The VSIX feature comes with a lot of options. In most cases you don’t have to understand them all. This post is a list of tips that will give you some guidance about how to use the new VSIX capabilities in the best way. Here’s what I’m going to talk about:

  • How to package your extension into a VSIX in the simplest way
  • How to install via MSI if you need to
  • How to use VSIX versioning
  • What to avoid

Packaging your extensions using VSIX

  • Use strong names for all your assemblies. You don’t want your “util.dll” to collide with somebody else’s; if you don’t use strong names the system won’t distinguish between them, and somebody will get a run time error.
  • Distribute your whole product in one independent VSIX if you can. The feature does allow one VSIX to depend on another. But, save that for situations where each one is developed and shipped separately, because shipping a single VSIX will reduce the amount of information you have to understand.
  • If you ship more than one VSIX, and they share common assemblies, copy the common assemblies into each separate VSIX. This has the effect of shipping your whole product in one VSIX described above. There’s no runtime harm in shipping copies of common assemblies – in memory the CLR will only load one: image But be aware that it will load only one, and the first one loaded wins. So you should ship updates to all your VSIXs that contain common assemblies together.
  • If your product is extending another extension, then your VSIX needs to take a dependency on the target VSIX using either the Select Installed Extension or Manual Reference choice in the dialog below (which you raise by clicking the Add Reference button in the VSIX Manifest Editor). image image In this case

    • Read the Versioning section below to understand the best way to specify the version of your target VSIX in this dialog.
    • Stay aware of your target extension’s updates, and test to make sure your extension is still compatible with each update.
  • If your VSIX publishes an API that another VSIX will use
    • Read the versioning section below to understand how your users will expect your versioning to behave.
    • Maintain binary compatibility between versions if you can; this just makes life simpler for your extenders.
    • Keep your extenders aware of approaching updates so they can test against them. Make sure they know in advance if you plan to release a version that breaks compatibility.

Installing via MSI

Some extensions still need to be installed by MSI: for example some of your files might have to be in a specific, well-known loca tion, you might have a component like an MSBuild task that VSIX install doesn’t support, you might need to use binding redirection – see more information here. There’s no problem with doing that. In fact, we provide a way for an MSI installed extension to make itself visible in the new Extension Manager, so that the customer can see all his extensions in one place.

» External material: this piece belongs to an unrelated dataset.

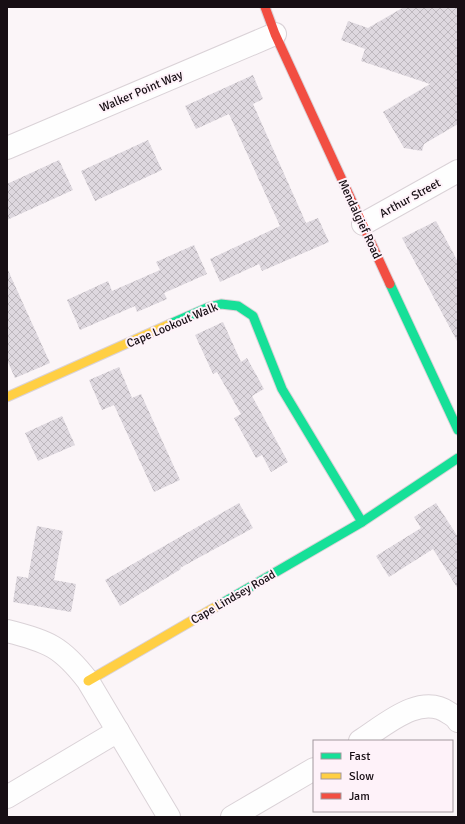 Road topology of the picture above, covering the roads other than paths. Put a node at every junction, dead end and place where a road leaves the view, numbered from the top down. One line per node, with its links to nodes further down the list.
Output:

To make your extension visible in the Extension Manager, your MSI install should create a subdirectory in the Extensions directory for the hosting product:

For a non-administrative, per-user install (recommended) in Visual Studio, the path will look like this: Usersuser idAppDataLocalMicrosoftVisualStudio10.0Extensionsyour companyextension nameversion and for a per-machine install: Program FilesVS 10.0 install directoryCommon7IdeExtensionsyour companyyour extension nameversion An Isolated Shell application will define its own Extension directory.

In that folder, put the extension.vsixmanifest file built by your VSIX project, with an added element that marks it as installed by MSI:

 <Identifier Id="VSIXProject2.Microsoft IT.8532242f-afdc-44fa-82b2-0b6b5afc1c38">
    <Name>VSIXProject2</Name>
    <InstalledByMsi>true</InstalledByMsi>

… </Identifier>

Note that although the user will then see the extension in the Extension Manager, since it’s installed by MSI, he still needs to manage it through Windows Add/Remove Programs.

Versioning

If your extension is self-contained (i.e. you distribute it in a single VSIX that doesn’t have any dependencies on other ones), and no other VSIXs will depend on yours (i.e. your VSIX doesn’t expose any APIs), you don’t need to read this section. If your VSIX does offer or consume APIs, or you distribute multiple VSIXs with common shared assemblies, read on for more information.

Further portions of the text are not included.